> [Try it]: Every record below must be copied exactly, with images dropped.

> [Input records]:
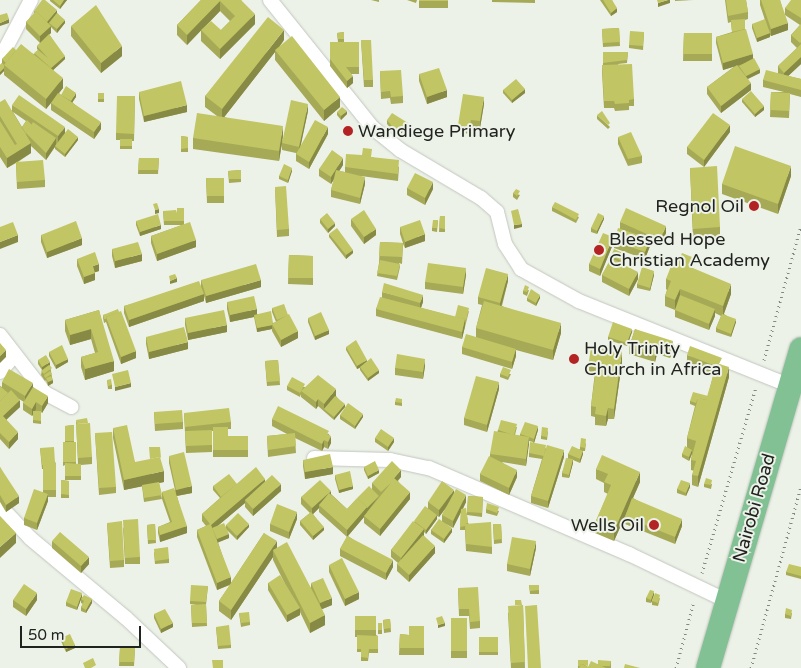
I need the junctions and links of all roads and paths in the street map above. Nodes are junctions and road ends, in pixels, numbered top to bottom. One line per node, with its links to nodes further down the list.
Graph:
1 (31, 0): 3 (street)
2 (270, 0): 9 (street)
3 (0, 59)
4 (801, 226): 9 (path)
5 (0, 335): 7 (street)
6 (801, 349): 10 (highway, Nairobi Road)
7 (14, 356): 8 (street); 11 (street)
8 (0, 372)
9 (759, 375): 10 (street); 15 (path)
10 (795, 381): 16 (highway, Nairobi Road); 20 (highway, Nairobi Road)
11 (71, 407)
12 (310, 458): 15 (street)
13 (801, 487): 21 (path)
14 (0, 506): 17 (street)
15 (698, 587): 16 (street); 18 (path)
16 (726, 601): 19 (highway, Nairobi Road)
17 (179, 668)
18 (676, 668)
19 (708, 668)
20 (718, 668)
21 (751, 668)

> [Answer space]:
I need the junctions and links of all roads and paths in the street map above. Nodes are junctions and road ends, in pixels, numbered top to bottom. One line per node, with its links to nodes further down the list.
Graph:
1 (31, 0): 3 (street)
2 (270, 0): 9 (street)
3 (0, 59)
4 (801, 226): 9 (path)
5 (0, 335): 7 (street)
6 (801, 349): 10 (highway, Nairobi Road)
7 (14, 356): 8 (street); 11 (street)
8 (0, 372)
9 (759, 375): 10 (street); 15 (path)
10 (795, 381): 16 (highway, Nairobi Road); 20 (highway, Nairobi Road)
11 (71, 407)
12 (310, 458): 15 (street)
13 (801, 487): 21 (path)
14 (0, 506): 17 (street)
15 (698, 587): 16 (street); 18 (path)
16 (726, 601): 19 (highway, Nairobi Road)
17 (179, 668)
18 (676, 668)
19 (708, 668)
20 (718, 668)
21 (751, 668)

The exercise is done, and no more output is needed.